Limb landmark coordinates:
____

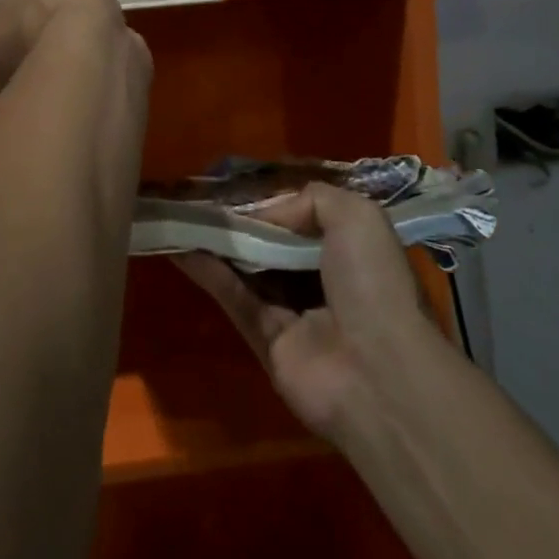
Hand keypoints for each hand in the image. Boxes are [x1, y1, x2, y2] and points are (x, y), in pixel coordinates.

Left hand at [0, 0, 147, 97]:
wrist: (94, 60)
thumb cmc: (58, 5)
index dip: (18, 3)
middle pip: (17, 44)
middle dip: (40, 31)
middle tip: (71, 11)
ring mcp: (31, 98)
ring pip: (46, 67)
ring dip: (65, 52)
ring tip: (95, 30)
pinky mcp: (65, 112)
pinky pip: (74, 82)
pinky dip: (88, 68)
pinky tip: (108, 52)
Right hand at [176, 182, 434, 440]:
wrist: (378, 372)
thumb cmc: (373, 285)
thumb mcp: (357, 216)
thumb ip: (311, 198)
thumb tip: (264, 213)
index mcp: (352, 253)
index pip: (306, 220)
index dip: (272, 204)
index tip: (235, 187)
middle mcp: (324, 281)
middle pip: (272, 244)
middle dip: (239, 223)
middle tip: (198, 198)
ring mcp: (295, 314)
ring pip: (248, 270)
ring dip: (217, 245)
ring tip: (180, 216)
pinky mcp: (267, 341)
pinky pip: (235, 298)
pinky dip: (209, 273)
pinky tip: (181, 248)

____

Restate the data above word for word. Do not include the images.

Hand keypoints for each hand in the image. Boxes are [x1, y1, x2, y2] and points are (x, y), in pixel coordinates.

Left hand at [0, 0, 147, 97]:
wrist: (94, 60)
thumb cmc: (58, 5)
index dip: (18, 3)
middle pip: (17, 44)
middle dip: (40, 31)
middle tip: (71, 11)
ring mcp: (31, 98)
ring pip: (46, 67)
ring dip: (65, 52)
ring tip: (95, 30)
pinky mcp: (65, 112)
pinky pip: (74, 82)
pinky dip: (88, 68)
pinky tip: (108, 52)
Right hand at [176, 182, 434, 440]:
wrist: (378, 372)
thumb cmc: (373, 285)
thumb mcp: (357, 216)
thumb ip: (311, 198)
thumb tip: (264, 213)
index mcp: (352, 253)
index pip: (306, 220)
index dip: (272, 204)
index tip: (235, 187)
middle mcp: (324, 281)
middle pip: (272, 244)
middle dip: (239, 223)
middle tip: (198, 198)
ring mcp: (295, 314)
ring pip: (248, 270)
ring dip: (217, 245)
ring tip: (180, 216)
pinky mcp: (267, 341)
pinky pip: (235, 298)
pinky dip: (209, 273)
pinky tip: (181, 248)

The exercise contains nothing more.